🥔 Sides & extras
Vegan cashew ricotta
Creamy, tangy, spreadable magic for pasta, toast, and little snack plates
⏱️ Time estimate: about 10 minutes, plus soaking and chill time
Raw cashews, lemon, pickle juice, nutritional yeast, miso, and garlic come together into a rich ricotta-style spread that works anywhere regular ricotta would normally swan in.
Ingredients
- 1 1/2 cups (210g) raw cashews
- 1/4 cup (60 mL) water
- 2 tablespoons pickle juice, or distilled white vinegar
- Zest of 1/2 medium lemon, or more to taste
- 3 tablespoons freshly squeezed lemon juice
- 1/4 cup (20g) nutritional yeast
- 2 garlic cloves, finely chopped
- 1/2 tablespoon white miso paste
- 3/4 teaspoon onion powder
- 1 teaspoon kosher salt, plus more to taste
- 1/2 teaspoon freshly cracked black pepper
- 1 tablespoon extra-virgin olive oil
Instructions
- Soak the cashews. Cover the cashews with cool water and soak overnight, or at least 8 hours. Drain and rinse. For a quicker option, boil them for 15 to 20 minutes, then drain and rinse.
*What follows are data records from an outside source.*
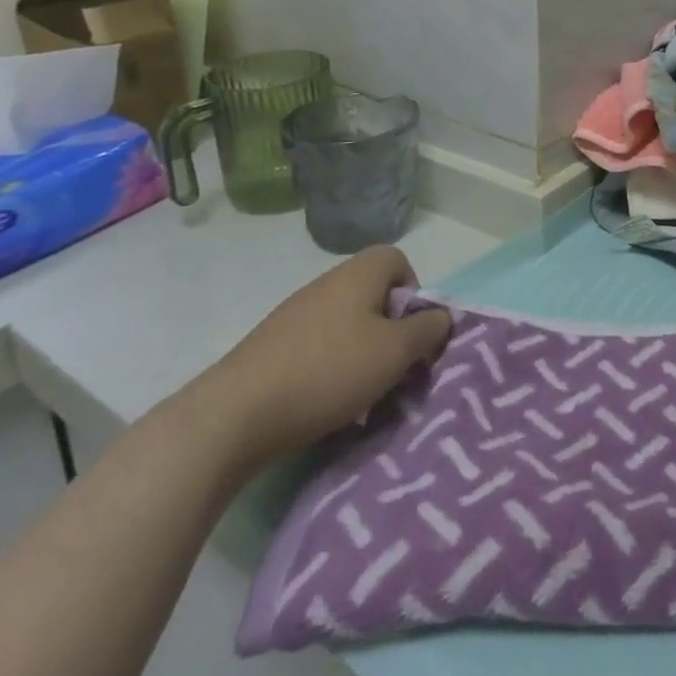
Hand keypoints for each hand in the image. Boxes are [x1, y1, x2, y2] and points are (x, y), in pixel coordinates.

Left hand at [194, 247, 452, 470]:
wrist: (234, 415)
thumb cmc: (328, 372)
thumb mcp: (395, 353)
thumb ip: (427, 330)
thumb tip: (441, 316)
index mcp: (358, 275)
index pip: (398, 260)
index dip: (414, 292)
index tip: (412, 331)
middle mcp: (326, 284)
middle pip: (373, 294)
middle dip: (390, 329)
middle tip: (394, 366)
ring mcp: (294, 314)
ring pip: (346, 323)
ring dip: (361, 352)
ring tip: (363, 392)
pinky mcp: (271, 346)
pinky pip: (317, 346)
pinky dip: (330, 367)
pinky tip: (325, 401)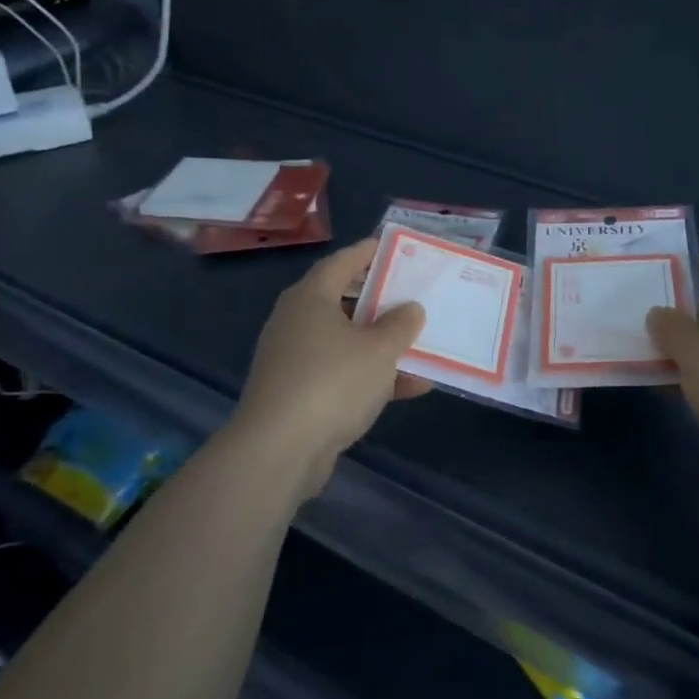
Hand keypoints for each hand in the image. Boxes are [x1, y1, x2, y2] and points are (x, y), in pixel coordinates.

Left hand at [234, 239, 429, 484]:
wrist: (279, 450)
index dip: (368, 252)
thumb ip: (400, 325)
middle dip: (380, 300)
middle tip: (412, 294)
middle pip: (343, 301)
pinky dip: (372, 377)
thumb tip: (410, 308)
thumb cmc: (332, 382)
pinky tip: (410, 388)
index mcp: (310, 298)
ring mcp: (294, 359)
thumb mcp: (379, 350)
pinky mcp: (298, 394)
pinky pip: (342, 374)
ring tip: (419, 342)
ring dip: (381, 343)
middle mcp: (297, 322)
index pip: (342, 262)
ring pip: (346, 341)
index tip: (393, 247)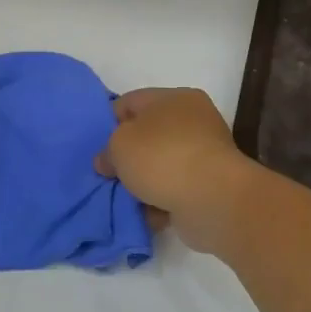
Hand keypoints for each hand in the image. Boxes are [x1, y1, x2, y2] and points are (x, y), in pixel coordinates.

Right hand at [96, 88, 252, 253]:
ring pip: (159, 165)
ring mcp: (203, 154)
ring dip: (141, 182)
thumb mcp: (119, 145)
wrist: (213, 200)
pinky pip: (173, 190)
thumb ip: (107, 149)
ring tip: (123, 197)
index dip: (109, 122)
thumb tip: (108, 162)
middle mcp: (192, 121)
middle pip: (146, 135)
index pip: (131, 102)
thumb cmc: (163, 158)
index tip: (97, 147)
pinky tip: (144, 213)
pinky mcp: (208, 186)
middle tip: (108, 174)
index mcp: (175, 98)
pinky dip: (159, 201)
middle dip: (126, 156)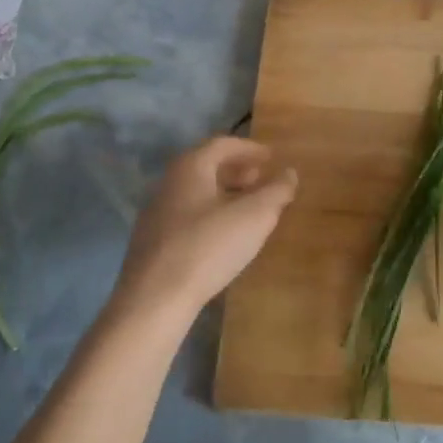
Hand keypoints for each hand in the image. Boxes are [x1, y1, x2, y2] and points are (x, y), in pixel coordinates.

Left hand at [110, 137, 297, 325]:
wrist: (155, 298)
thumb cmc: (209, 246)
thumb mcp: (255, 216)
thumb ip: (276, 191)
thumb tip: (289, 173)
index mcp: (190, 167)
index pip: (223, 144)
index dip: (250, 148)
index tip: (272, 157)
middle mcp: (168, 182)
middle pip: (207, 166)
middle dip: (237, 171)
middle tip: (261, 180)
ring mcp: (156, 213)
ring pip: (196, 193)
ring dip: (224, 194)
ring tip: (248, 210)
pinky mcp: (152, 242)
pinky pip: (187, 216)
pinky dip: (210, 215)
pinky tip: (224, 236)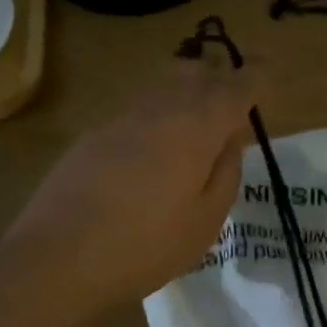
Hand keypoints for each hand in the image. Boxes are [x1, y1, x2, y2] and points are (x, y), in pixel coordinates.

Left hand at [3, 59, 255, 316]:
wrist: (58, 257)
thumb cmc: (146, 245)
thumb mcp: (206, 221)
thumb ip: (226, 173)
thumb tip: (229, 140)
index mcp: (196, 127)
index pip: (235, 87)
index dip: (255, 76)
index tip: (268, 69)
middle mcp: (159, 109)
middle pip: (194, 73)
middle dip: (218, 77)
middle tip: (233, 100)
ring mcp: (121, 118)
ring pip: (162, 86)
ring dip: (186, 92)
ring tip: (197, 120)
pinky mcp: (93, 135)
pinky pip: (138, 109)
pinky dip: (158, 113)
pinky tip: (157, 146)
- Blend the base. Add the soaked cashews to a food processor with the water, pickle juice, lemon zest, and lemon juice. Blend until the mixture is as smooth as possible.
- Finish the ricotta texture. Add the nutritional yeast, garlic, miso, onion powder, salt, pepper, and olive oil. Pulse repeatedly until the mixture resembles ricotta, scraping down the sides as needed. Blend longer if you want it smoother.
- Taste and adjust. Add more pickle juice for tang, more salt for savoriness, more lemon zest for brightness, or more olive oil for richness if you like.
- Chill if you want a thicker texture. Use right away, or refrigerate for 1 to 2 hours to firm it up a bit more.
Lovely ways to use it
- Stuff into shells or layer into lasagna
- Spread on toast with tomatoes, basil, or a drizzle of olive oil
- Serve as a dip with crackers, crostini, or vegetables
- Dollop into grain bowls or salads
Pickle juice is the tiny trick here. It gives the ricotta a very convincing salty-tangy sparkle.